Anduril Australia’s Ghost Shark unmanned sub prototype, one potential contender for next-gen subsea warfare platforms (Anduril Industries)
PUBLISHED APR 4, 2023 4:33 PM BY THE STRATEGIST
[By Palmer Luckey]
Many people rejected the very idea of building a modern defence technology company when I founded Anduril Industries in 2017. They thought the international rivalries and confrontations of the past had faded with the end of the Cold War and modern conflict would remain a limited affair. It was almost unfathomable in a time when a ‘rules-based order’ promised eventual prosperity for all that a major war between great powers could occur in such an interconnected global economy.
Such wishful thinking has yielded to the harsh reality of the present. A year after Moscow began its full-scale invasion of Ukraine, the Ukrainian people continue to fight bravely for survival in a war that has killed and wounded hundreds of thousands, with no end in sight. The West has flooded Ukraine with arms and equipment. And in the small Ukrainian city of Bakhmut we have witnessed savage trench warfare not seen since World War I.
Meanwhile, in the Indo-Pacific, aggressive Chinese military exercises and missile launches over Taiwan have become the ‘new normal’. North Korea recently threatened to use waters near South Korea and Japan as its ‘shooting range’. And China’s use of economic blackmail and threatening posture towards Australia and other neighbours have heightened fears in the region of a future conflict.
This dangerous world is why Anduril exists: because the West must have critical tools to preserve our way of life, uphold the values of free and fair societies and deter powerful adversaries from dominating weaker nations.
You can’t credibly deter war without superior technology. If the Ukrainians had an arsenal of technologically sophisticated weaponry from the start, if they were a prickly porcupine that nobody wanted to cross, then this conflict likely never would have started.
America’s tech industry has catapulted forward, while our defence industrial base, which once produced technology beyond what we imagined in science fiction, has largely stopped innovating. There’s more artificial intelligence in a Tesla electric car than in any US military vehicle and better computer vision in your Snapchat app than in any system the Department of Defense owns.
Tomorrow’s weapons—autonomous systems, cyber weapons and defences, networked systems and more—are enabled through software. And the talented software engineers who can build faster than our adversaries reside in the commercial tech sector, not in defence industry.
China and Russia are determinedly seeking asymmetric advantage using technologies developed for the consumer and business sectors and applying them to their military projects. They’ve been spending their resources on, for example, cheap autonomous systems that are uniquely suited to go up against exquisite weapons that cost an enormous amount of money per shot.
Anduril recognises the important role Australia plays in the Indo-Pacific. As an island continent with a relatively small population, Australia faces unique security challenges—primarily its need to defend a vast coastline and maritime border from adversaries. Fortunately, advanced technologies like autonomous systems, sensor fusion, computer vision and artificial intelligence can provide Australian soldiers, sailors and aviators with asymmetric capabilities to help them do more with less.

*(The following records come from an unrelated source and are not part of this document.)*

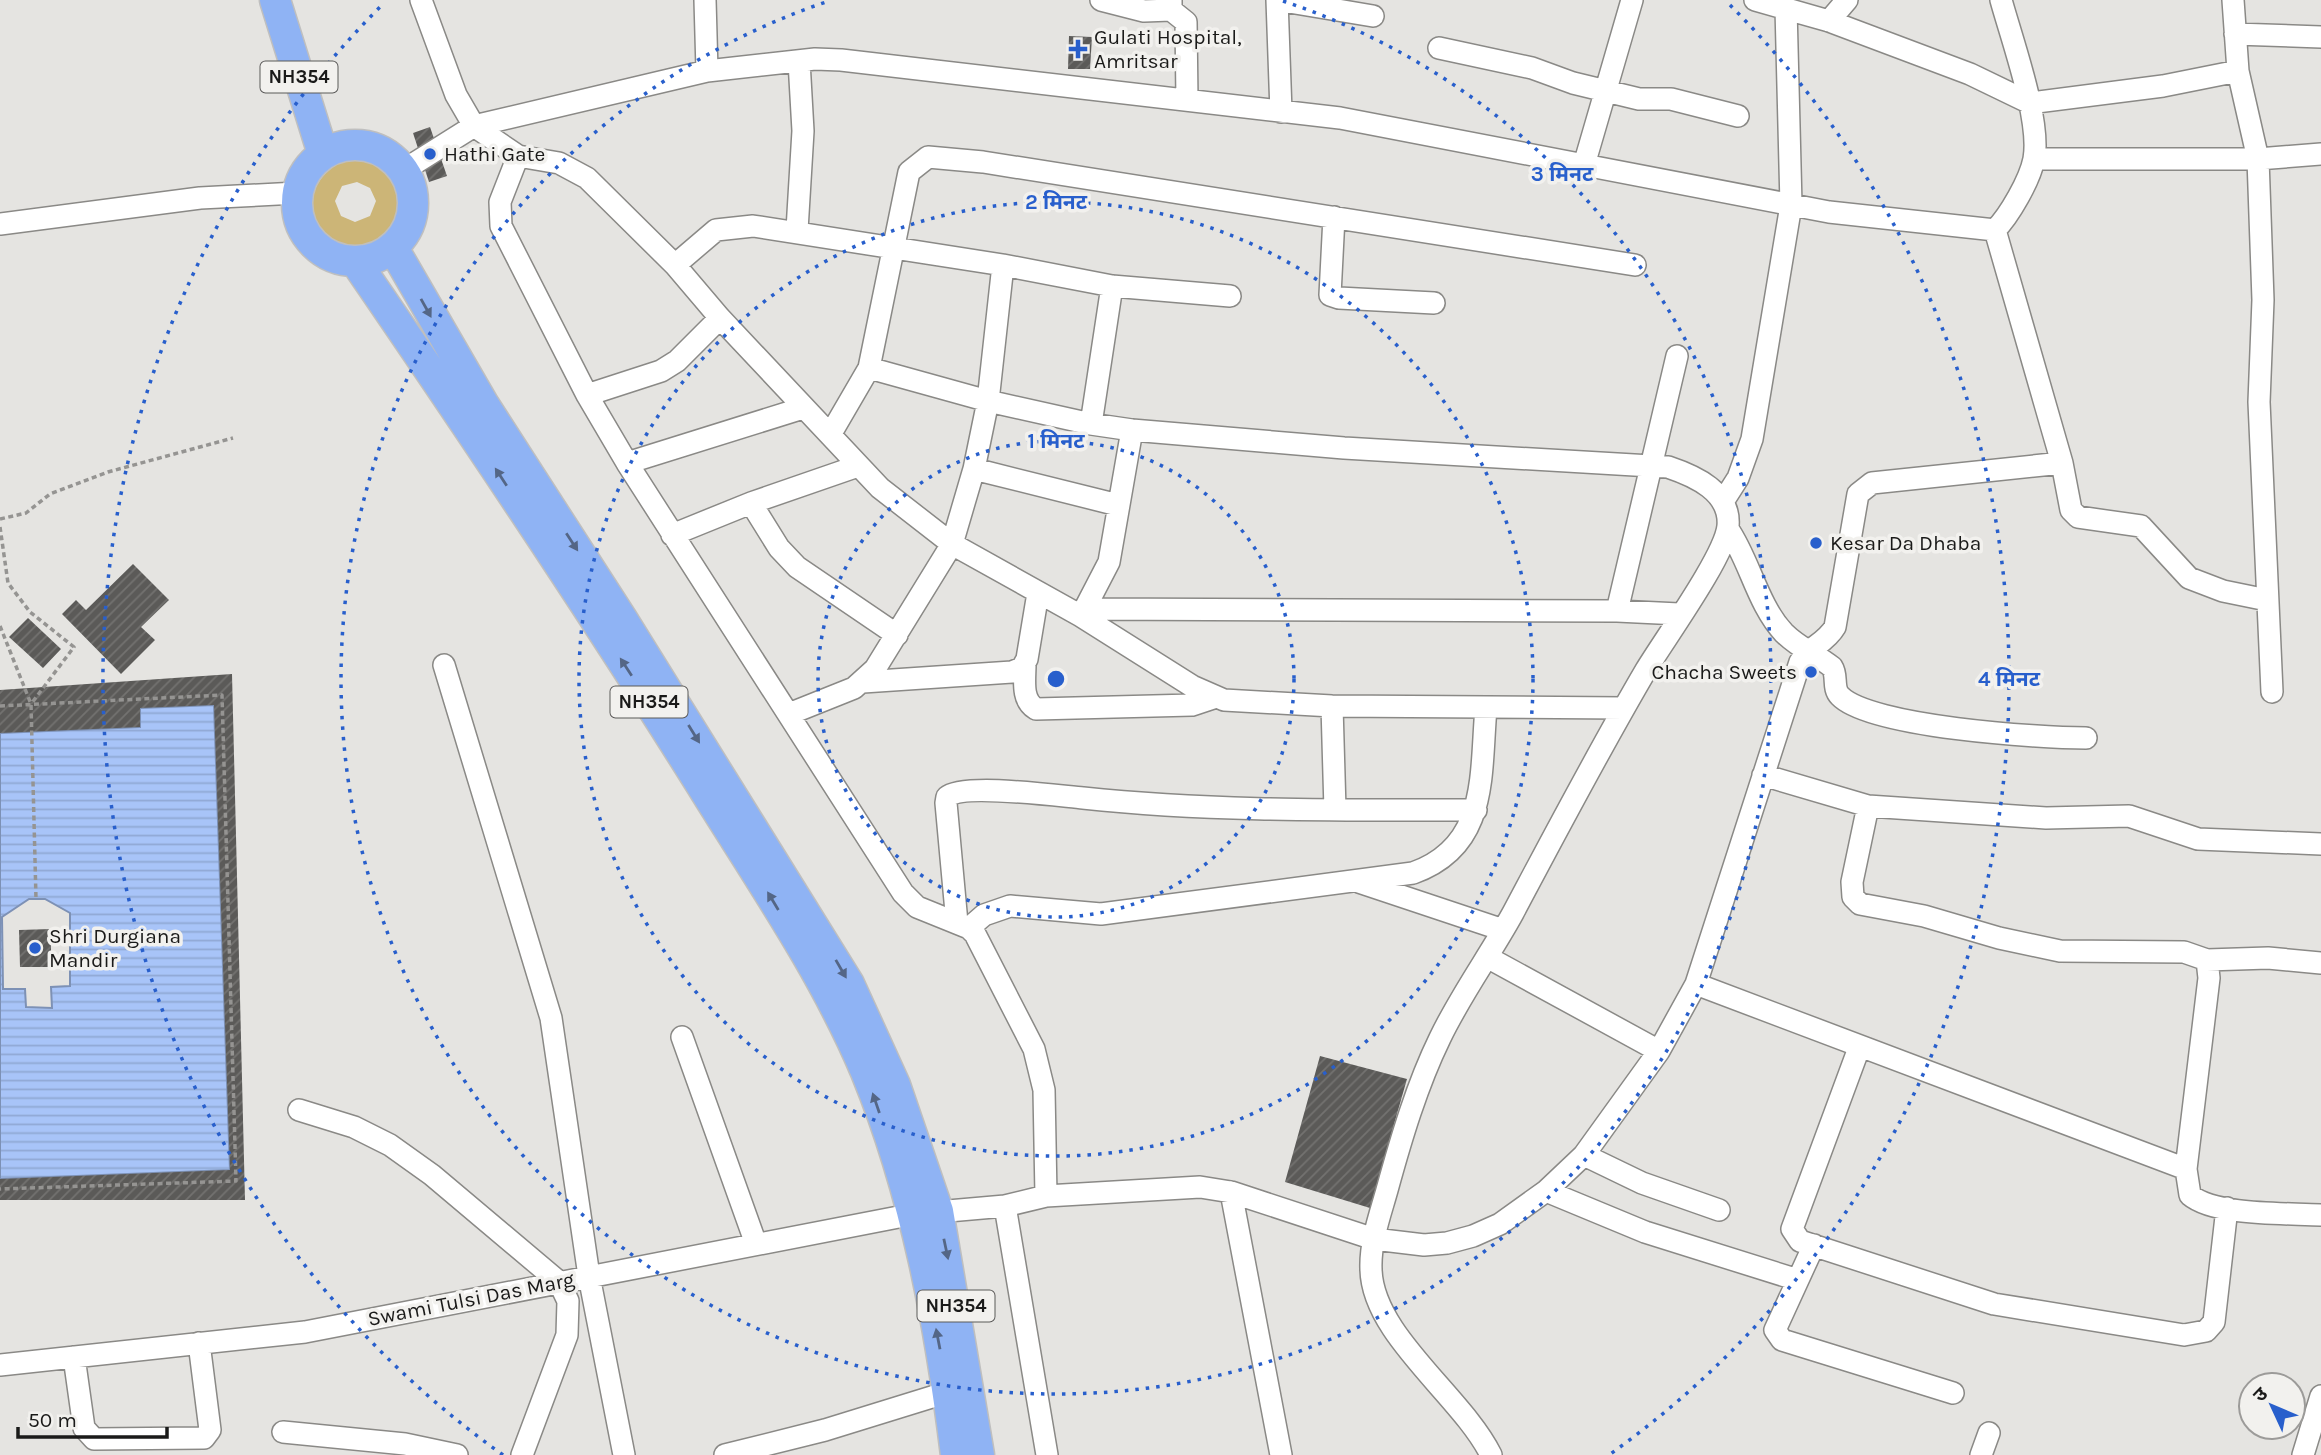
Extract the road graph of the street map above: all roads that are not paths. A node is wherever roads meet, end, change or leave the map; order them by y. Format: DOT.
graph roads {
  1 [pos="275,0"];
  2 [pos="421,0"];
  3 [pos="705,0"];
  4 [pos="1101,0"];
  5 [pos="1277,0"];
  6 [pos="1632,0"];
  7 [pos="1755,0"];
  8 [pos="1847,0"];
  9 [pos="2001,0"];
  10 [pos="2233,0"];
  11 [pos="1171,5"];
  12 [pos="1786,8"];
  13 [pos="1373,16"];
  14 [pos="1829,20"];
  15 [pos="2235,34"];
  16 [pos="2321,37"];
  17 [pos="1439,48"];
  18 [pos="799,61"];
  19 [pos="707,71"];
  20 [pos="2238,71"];
  21 [pos="1607,90"];
  22 [pos="1187,100"];
  23 [pos="2030,103"];
  24 [pos="1281,112"];
  25 [pos="1738,116"];
  26 [pos="474,126"];
  27 [pos="323,154"];
  28 [pos="2321,154"];
  29 [pos="518,156"];
  30 [pos="2034,159"];
  31 [pos="2258,159"];
  32 [pos="1584,165"];
  33 [pos="404,170"];
  34 [pos="298,193"];
  35 [pos="1791,205"];
  36 [pos="1334,217"];
  37 [pos="0,224"];
  38 [pos="797,230"];
  39 [pos="1994,230"];
  40 [pos="892,247"];
  41 [pos="393,248"];
  42 [pos="355,261"];
  43 [pos="675,265"];
  44 [pos="1003,265"];
  45 [pos="1635,265"];
  46 [pos="1112,286"];
  47 [pos="1230,296"];
  48 [pos="1434,303"];
  49 [pos="720,318"];
  50 [pos="1677,356"];
  51 [pos="869,368"];
  52 [pos="587,395"];
  53 [pos="988,401"];
  54 [pos="803,408"];
  55 [pos="1091,425"];
  56 [pos="1132,430"];
  57 [pos="830,435"];
  58 [pos="627,463"];
  59 [pos="2062,463"];
  60 [pos="1652,465"];
  61 [pos="858,466"];
  62 [pos="974,469"];
  63 [pos="1724,500"];
  64 [pos="751,503"];
  65 [pos="1118,505"];
  66 [pos="1728,528"];
  67 [pos="672,535"];
  68 [pos="952,544"];
  69 [pos="1038,593"];
  70 [pos="2267,600"];
  71 [pos="1616,611"];
  72 [pos="1083,612"];
  73 [pos="1679,614"];
  74 [pos="897,635"];
  75 [pos="1806,653"];
  76 [pos="1025,664"];
  77 [pos="444,665"];
  78 [pos="863,682"];
  79 [pos="2272,692"];
  80 [pos="1216,697"];
  81 [pos="1332,706"];
  82 [pos="1486,708"];
  83 [pos="1624,708"];
  84 [pos="789,714"];
  85 [pos="2086,738"];
  86 [pos="1763,775"];
  87 [pos="1868,806"];
  88 [pos="1335,810"];
  89 [pos="1476,810"];
  90 [pos="2321,844"];
  91 [pos="1354,881"];
  92 [pos="963,926"];
  93 [pos="1503,930"];
  94 [pos="1487,957"];
  95 [pos="2207,960"];
  96 [pos="2321,963"];
  97 [pos="1696,984"];
  98 [pos="682,1037"];
  99 [pos="1859,1048"];
  100 [pos="1659,1051"];
  101 [pos="299,1110"];
  102 [pos="1584,1155"];
  103 [pos="2186,1169"];
  104 [pos="1546,1191"];
  105 [pos="1231,1192"];
  106 [pos="1046,1196"];
  107 [pos="1005,1206"];
  108 [pos="2227,1208"];
  109 [pos="1719,1210"];
  110 [pos="926,1213"];
  111 [pos="2321,1215"];
  112 [pos="1374,1239"];
  113 [pos="756,1244"];
  114 [pos="1814,1245"];
  115 [pos="589,1276"];
  116 [pos="1798,1280"];
  117 [pos="559,1282"];
  118 [pos="199,1343"];
  119 [pos="74,1357"];
  120 [pos="0,1365"];
  121 [pos="948,1392"];
  122 [pos="1953,1393"];
  123 [pos="2321,1396"];
  124 [pos="283,1432"];
  125 [pos="1989,1433"];
  126 [pos="457,1455"];
  127 [pos="522,1455"];
  128 [pos="624,1455"];
  129 [pos="725,1455"];
  130 [pos="956,1455"];
  131 [pos="979,1455"];
  132 [pos="1047,1455"];
  133 [pos="1281,1455"];
  134 [pos="1491,1455"];
  135 [pos="1981,1455"];
  136 [pos="2303,1455"];
  1 -- 27 [label="highway, NH354"];
  2 -- 26 [label="street"];
  3 -- 19 [label="street"];
  4 -- 11 [label="street"];
  5 -- 13 [label="street"];
  5 -- 24 [label="street"];
  6 -- 21 [label="street"];
  7 -- 12 [label="street"];
  8 -- 14 [label="street"];
  9 -- 23 [label="street"];
  10 -- 15 [label="street"];
  11 -- 22 [label="street"];
  12 -- 14 [label="street"];
  12 -- 35 [label="street"];
  14 -- 23 [label="street"];
  15 -- 16 [label="street"];
  15 -- 20 [label="street"];
  17 -- 21 [label="street"];
  18 -- 19 [label="street"];
  18 -- 22 [label="street"];
  18 -- 38 [label="street"];
  19 -- 26 [label="street"];
  20 -- 23 [label="street"];
  20 -- 31 [label="street"];
  21 -- 25 [label="street"];
  21 -- 32 [label="street"];
  22 -- 24 [label="street"];
  23 -- 30 [label="street"];
  24 -- 32 [label="street"];
  26 -- 29 [label="street"];
  26 -- 33 [label="street"];
  27 -- 33 [label="highway"];
  27 -- 34 [label="highway"];
  28 -- 31 [label="street"];
  29 -- 43 [label="street"];
  29 -- 52 [label="street"];
  30 -- 31 [label="street"];
  30 -- 39 [label="street"];
  31 -- 70 [label="street"];
  32 -- 35 [label="street"];
  33 -- 41 [label="highway"];
  34 -- 37 [label="street"];
  34 -- 42 [label="highway"];
  35 -- 39 [label="street"];
  35 -- 63 [label="street"];
  36 -- 40 [label="street"];
  36 -- 45 [label="street"];
  36 -- 48 [label="street"];
  38 -- 40 [label="street"];
  38 -- 43 [label="street"];
  39 -- 59 [label="street"];
  40 -- 44 [label="street"];
  40 -- 51 [label="street"];
  41 -- 42 [label="highway"];
  41 -- 110 [label="highway, NH354, one-way"];
  110 -- 42 [label="highway, NH354, one-way"];
  43 -- 49 [label="street"];
  44 -- 46 [label="street"];
  44 -- 53 [label="street"];
  46 -- 47 [label="street"];
  46 -- 55 [label="street"];
  49 -- 52 [label="street"];
  49 -- 54 [label="street"];
  50 -- 60 [label="street"];
  51 -- 53 [label="street"];
  51 -- 57 [label="street"];
  52 -- 58 [label="street"];
  53 -- 55 [label="street"];
  53 -- 62 [label="street"];
  54 -- 57 [label="street"];
  54 -- 58 [label="street"];
  55 -- 56 [label="street"];
  56 -- 60 [label="street"];
  56 -- 65 [label="street"];
  57 -- 61 [label="street"];
  58 -- 67 [label="street"];
  59 -- 70 [label="street"];
  59 -- 75 [label="street"];
  60 -- 63 [label="street"];
  60 -- 71 [label="street"];
  61 -- 64 [label="street"];
  61 -- 68 [label="street"];
  62 -- 65 [label="street"];
  62 -- 68 [label="street"];
  63 -- 66 [label="street"];
  64 -- 67 [label="street"];
  64 -- 74 [label="street"];
  65 -- 72 [label="street"];
  66 -- 73 [label="street"];
  66 -- 75 [label="street"];
  67 -- 84 [label="street"];
  68 -- 69 [label="street"];
  68 -- 74 [label="street"];
  69 -- 72 [label="street"];
  69 -- 76 [label="street"];
  70 -- 79 [label="street"];
  71 -- 72 [label="street"];
  71 -- 73 [label="street"];
  72 -- 80 [label="street"];
  73 -- 83 [label="street"];
  74 -- 78 [label="street"];
  75 -- 85 [label="street"];
  75 -- 86 [label="street, Swami Tulsi Das Marg"];
  76 -- 78 [label="street"];
  76 -- 80 [label="street"];
  77 -- 115 [label="street"];
  78 -- 84 [label="street"];
  80 -- 81 [label="street"];
  81 -- 82 [label="street"];
  81 -- 88 [label="street"];
  82 -- 83 [label="street"];
  82 -- 89 [label="street"];
  83 -- 93 [label="street"];
  84 -- 92 [label="street"];
  86 -- 87 [label="street"];
  86 -- 97 [label="street, Swami Tulsi Das Marg"];
  87 -- 90 [label="street"];
  87 -- 95 [label="street"];
  88 -- 89 [label="street"];
  88 -- 92 [label="street"];
  89 -- 91 [label="street"];
  91 -- 92 [label="street"];
  91 -- 93 [label="street"];
  92 -- 106 [label="street"];
  93 -- 94 [label="street"];
  94 -- 100 [label="street"];
  94 -- 112 [label="street"];
  95 -- 96 [label="street"];
  95 -- 103 [label="street"];
  97 -- 99 [label="street"];
  97 -- 100 [label="street, Swami Tulsi Das Marg"];
  98 -- 113 [label="street"];
  99 -- 103 [label="street"];
  99 -- 114 [label="street"];
  100 -- 102 [label="street, Swami Tulsi Das Marg"];
  101 -- 117 [label="street"];
  102 -- 104 [label="street, Swami Tulsi Das Marg"];
  102 -- 109 [label="street"];
  103 -- 108 [label="street"];
  104 -- 112 [label="street, Swami Tulsi Das Marg"];
  104 -- 116 [label="street"];
  105 -- 106 [label="street, Swami Tulsi Das Marg"];
  105 -- 112 [label="street, Swami Tulsi Das Marg"];
  105 -- 133 [label="street"];
  106 -- 107 [label="street, Swami Tulsi Das Marg"];
  107 -- 110 [label="street, Swami Tulsi Das Marg"];
  107 -- 132 [label="street"];
  108 -- 111 [label="street"];
  108 -- 114 [label="street"];
  110 -- 113 [label="street, Swami Tulsi Das Marg"];
  121 -- 110 [label="highway, NH354, one-way"];
  110 -- 131 [label="highway, NH354, one-way"];
  112 -- 134 [label="street"];
  113 -- 115 [label="street, Swami Tulsi Das Marg"];
  114 -- 116 [label="street"];
  115 -- 117 [label="street, Swami Tulsi Das Marg"];
  115 -- 128 [label="street"];
  116 -- 122 [label="street"];
  117 -- 118 [label="street, Swami Tulsi Das Marg"];
  117 -- 127 [label="street"];
  118 -- 119 [label="street, Swami Tulsi Das Marg"];
  118 -- 119 [label="street"];
  119 -- 120 [label="street, Swami Tulsi Das Marg"];
  121 -- 129 [label="street"];
  121 -- 130 [label="highway, NH354"];
  123 -- 136 [label="street"];
  124 -- 126 [label="street"];
  125 -- 135 [label="street"];
}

As retired Australian Army major general Mick Ryan says, such technologies ‘are too cheap, too available and too capable for military and other national security institutions to ignore’. And this new tech will increasingly take on the dull, dirty and dangerous jobs, so that warfighters can operate safely out of harm’s way, understand their surroundings and focus on making critical decisions.
In December, my company partnered with the Royal Australian Navy and the Defence Science and Technology Group to build extra-large autonomous underwater vehicles to survey and protect Australia’s vast coastline. These Ghost Shark submarines are designed to scout and patrol waterways without risking human life. Australia will be able to see what’s hiding beneath the waves along its massive maritime border, autonomously monitoring the seas while making it harder for the submarines of any adversary to operate there.
This is the kind of smart tech that can deter war. But such capabilities are only developed by investing in military technology to remain competitive, provide an effective deterrent and prevent conflict.
Unfortunately, there’s no secret government silo of advanced technology to save us if war breaks out. If the allied democracies are to prevail, we will need action at scale. The only way we’re going to end up with a silo of advanced technologies is if we build it—and not just Anduril. We need dozens of new innovative companies and tens of thousands of new engineers who uphold the values of a free and fair society to modernise our military.
Fortunately, there’s still time, and so many in Australia, the US and elsewhere are committed to securing a future that is safe, prosperous and free. That future will be assured so long as our military personnel are provided with advanced technology today to face the challenges of tomorrow’s battlefield.
Palmer Luckey, an American inventor, innovator and entrepreneur, is the founder of Anduril Industries.